Die Ethnologie war auch Jahrzehnte wenn nicht Jahrhunderte der Meinung, sie wäre neutral, dabei war sie alles andere als das und jenes hat sie auch erkannt. Neutralität gibt es praktisch nicht.

Woher haben wir alle eigentlich die Information, dass das Magazin Spiegel eher konservativ, die Welt mitte-rechts, die Bild eher den einfachen Bürger vertritt und die Zeitung „Der Freitag“ linksorientiert sind? Weil alle Journalisten so „neutral“ berichten? So wie die Tagesschau meint, wie Journalisten zu arbeiten haben? Dann könnten sie ja direkt mal damit anfangen. Nur zu oft sind ihre Überschriften reißerisch und die Artikel tendenziös und zwar so, dass sich täglich Foristen darüber beschweren. Von mir aus müssten sie das nicht, nur dann, wenn sie sich die „Neutralität“ eben selbst so groß auf ihre Fahnen schreiben.

Journalismus darf und soll antidemokratisches auch als solches Bezeichnen und darf auch gern Stimmung machen gegen Diktatoren und andere Schergen. Er soll aber natürlich bei der Wahrheit bleiben.

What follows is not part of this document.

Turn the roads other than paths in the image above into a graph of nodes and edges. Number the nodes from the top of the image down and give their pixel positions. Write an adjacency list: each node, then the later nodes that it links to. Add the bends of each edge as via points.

Allein durch die Auswahl ist nichts neutral

Allein schon mit der Auswahl über {was} man berichtet und über was man schweigt, hat man schon seine Neutralität eingebüßt. Neutral hat allenfalls die Wissenschaft zu sein, aber auch die ist all zu häufig von Lobbyisten finanziert und somit alles andere als neutral. Also wäre es besser, wir würden uns von dem Wort „Neutralität“ verabschieden und ganz offen sagen, dass wir eine Strategie verfolgen.

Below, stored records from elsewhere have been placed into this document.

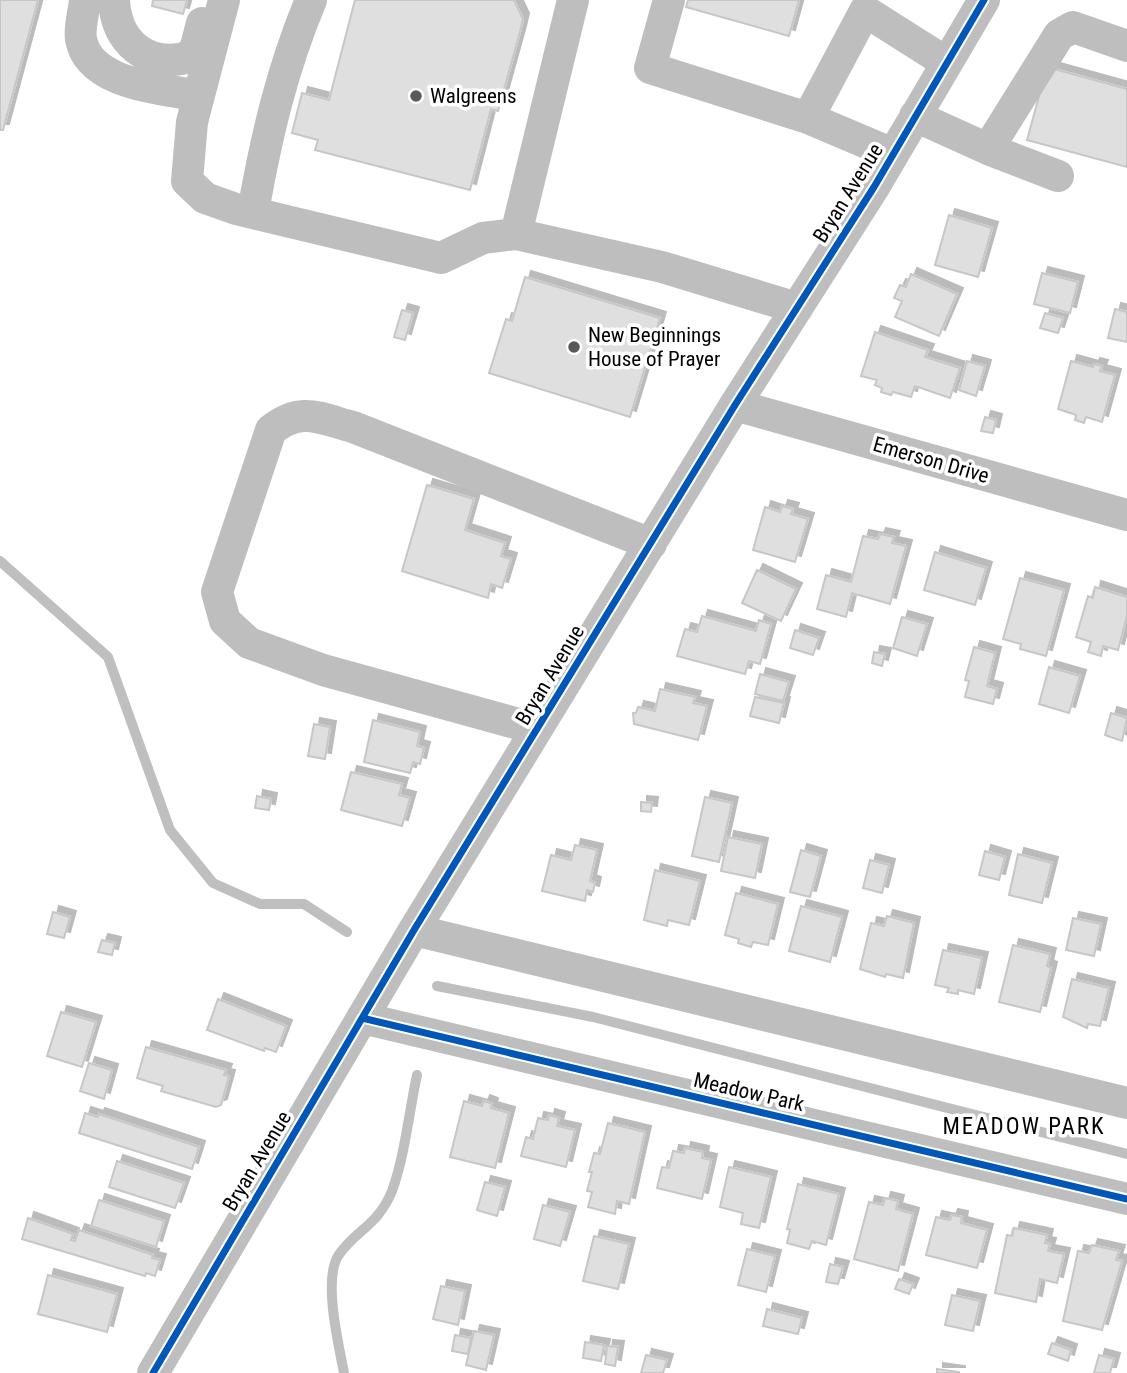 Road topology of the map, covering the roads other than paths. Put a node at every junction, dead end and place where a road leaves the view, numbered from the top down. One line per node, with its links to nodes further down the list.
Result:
1 (85, 0): 12 (street)
2 (114, 0): 3 (street)
3 (207, 0)
4 (224, 0): 12 (street)
5 (311, 0): 18 (street)
6 (573, 0): 19 (street)
7 (669, 0): 14 (street)
8 (984, 0): 11 (street, Bryan Avenue)
9 (863, 5): 11 (street); 14 (street)
10 (1127, 46): 15 (street)
11 (947, 63): 13 (street, Bryan Avenue)
12 (198, 96): 18 (street)
13 (915, 116): 15 (street); 16 (street, Bryan Avenue)
14 (808, 118): 16 (street)
15 (988, 149): 17 (street)
16 (893, 153): 20 (street, Bryan Avenue)
17 (1058, 176)
18 (253, 212): 19 (street)
19 (516, 234): 20 (street)
20 (797, 308): 21 (street, Bryan Avenue)
21 (735, 405): 22 (street, Emerson Drive); 23 (street, Bryan Avenue)
22 (1127, 515)
23 (651, 544): 24 (street, Bryan Avenue); 24 (street)
24 (537, 729): 25 (street, Bryan Avenue)
25 (414, 930): 26 (street, Bryan Avenue); 27 (street)
26 (362, 1018): 28 (street, Meadow Park); 29 (street, Bryan Avenue)
27 (1127, 1103)
28 (1127, 1199)
29 (153, 1373) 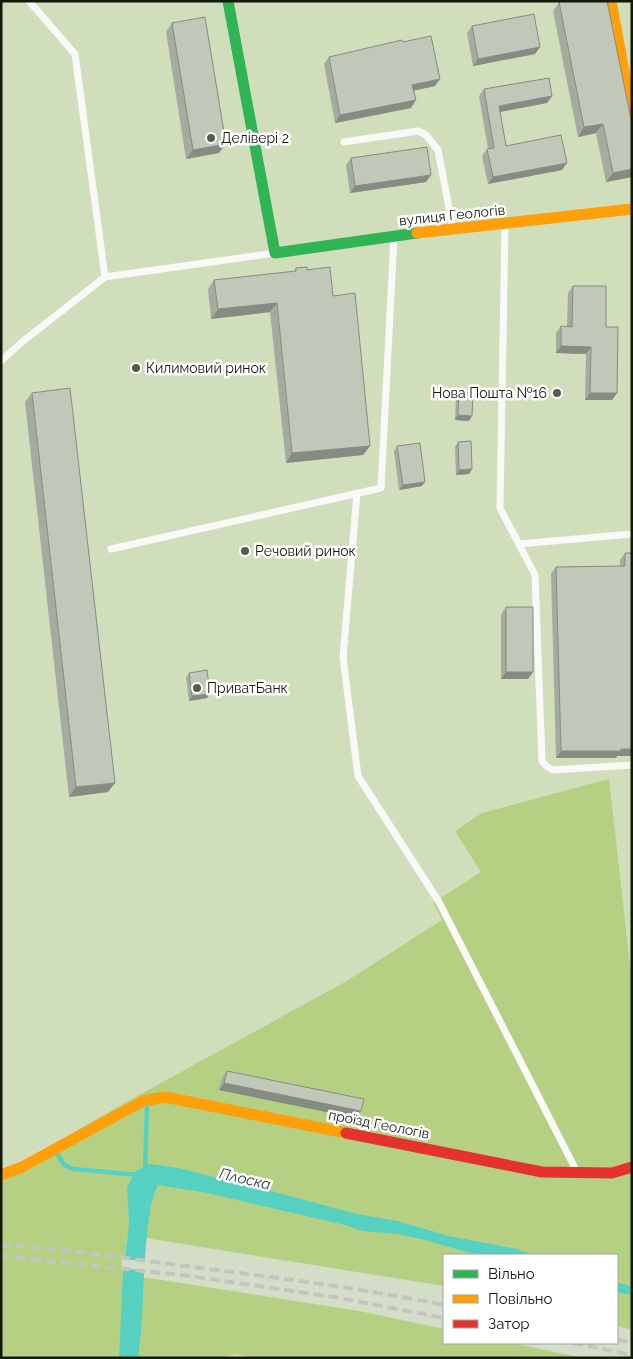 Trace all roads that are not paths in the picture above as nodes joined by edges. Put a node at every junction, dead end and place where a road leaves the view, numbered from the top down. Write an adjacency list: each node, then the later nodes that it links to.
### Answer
1 (29, 1): 11 (lane)
2 (228, 1): 10 (street)
3 (611, 1): 4 (street)
4 (632, 115)
5 (344, 142): 8 (lane)
6 (632, 210): 7 (street, вулиця Геологів)
7 (504, 225): 8 (street, вулиця Геологів); 15 (lane)
8 (453, 229): 9 (street, вулиця Геологів)
9 (394, 236): 10 (street, вулиця Геологів); 13 (lane)
10 (275, 253): 11 (lane)
11 (105, 277): 12 (lane)
12 (1, 361)
13 (357, 493): 16 (lane); 19 (lane)
14 (632, 534): 15 (lane)
15 (519, 544): 17 (lane)
16 (111, 549)
17 (632, 765)
18 (632, 1167): 19 (street, проїзд Геологів)
19 (577, 1172): 20 (street, проїзд Геологів)
20 (1, 1175)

Die Zeitung Tamurt.info bezeichnet sich als ein journalistisch arbeitendes Organ.
Wir berichten über bestimmte Dinge, um zum Missstände aufmerksam zu machen, etwas zu ändern. Aber allein die Auswahl der Themen lässt schon nicht auf Neutralität schließen. Wir möchten auf die Umstände der Masiren in Nordafrika aufmerksam machen. Wir fühlen uns der {Wahrheit} verpflichtet, nicht aber der Neutralität.

Ich habe in meinem Journalismuskurs „Investigative Journalisme“ in Kaunas/ Litauen im Jahre 2007 an der Vytautas Magnus Universität (VDU) bei dem Journalisten Mikolas Drunga gelernt, dass Journalismus eine Position haben sollte, schließlich erzähle man etwas ja aus einem bestimmten Grund. Ich finde er hat recht und ich bin selbst immer dabei geblieben.

Dass die Tagesschau als staatliches Organ andere Pflichten hat als Tamurt.info, die Zeit oder die MOPO ist auch klar, aber sie sollten dann doch bitte nicht im Namen des Journalismus sprechen.

Das Journal Charlie Hebdo kann doch getrost auch als Journalismus bezeichnet werden. Non? Entweder muss man sich dann fragen, warum alle Journalisten so tief getroffen sind oder man muss sich fragen, ob Neutralität eben doch kein Markenzeichen des Journalismus ist, schließlich ist der laizistische, ja atheistische Charakter bei Charlie Hebdo nicht zu leugnen, oder ist da jemand anderer Meinung? Na also: Da haben wir es doch. Journalismus ist nicht neutral und will es auch gar nicht sein. Wäre doch schlimm, wenn Journalisten keine Meinung hätten oder wohlmöglich nur Über Dinge schrieben, die sie nicht bewegten.

In diesem Sinne freue ich mich auf die neue morgige Charlie Hebdo Ausgabe der hinterbliebenen Redaktion, denn ich mag markanten Journalismus von Menschen, die noch Ecken und Kanten – eine Meinung haben.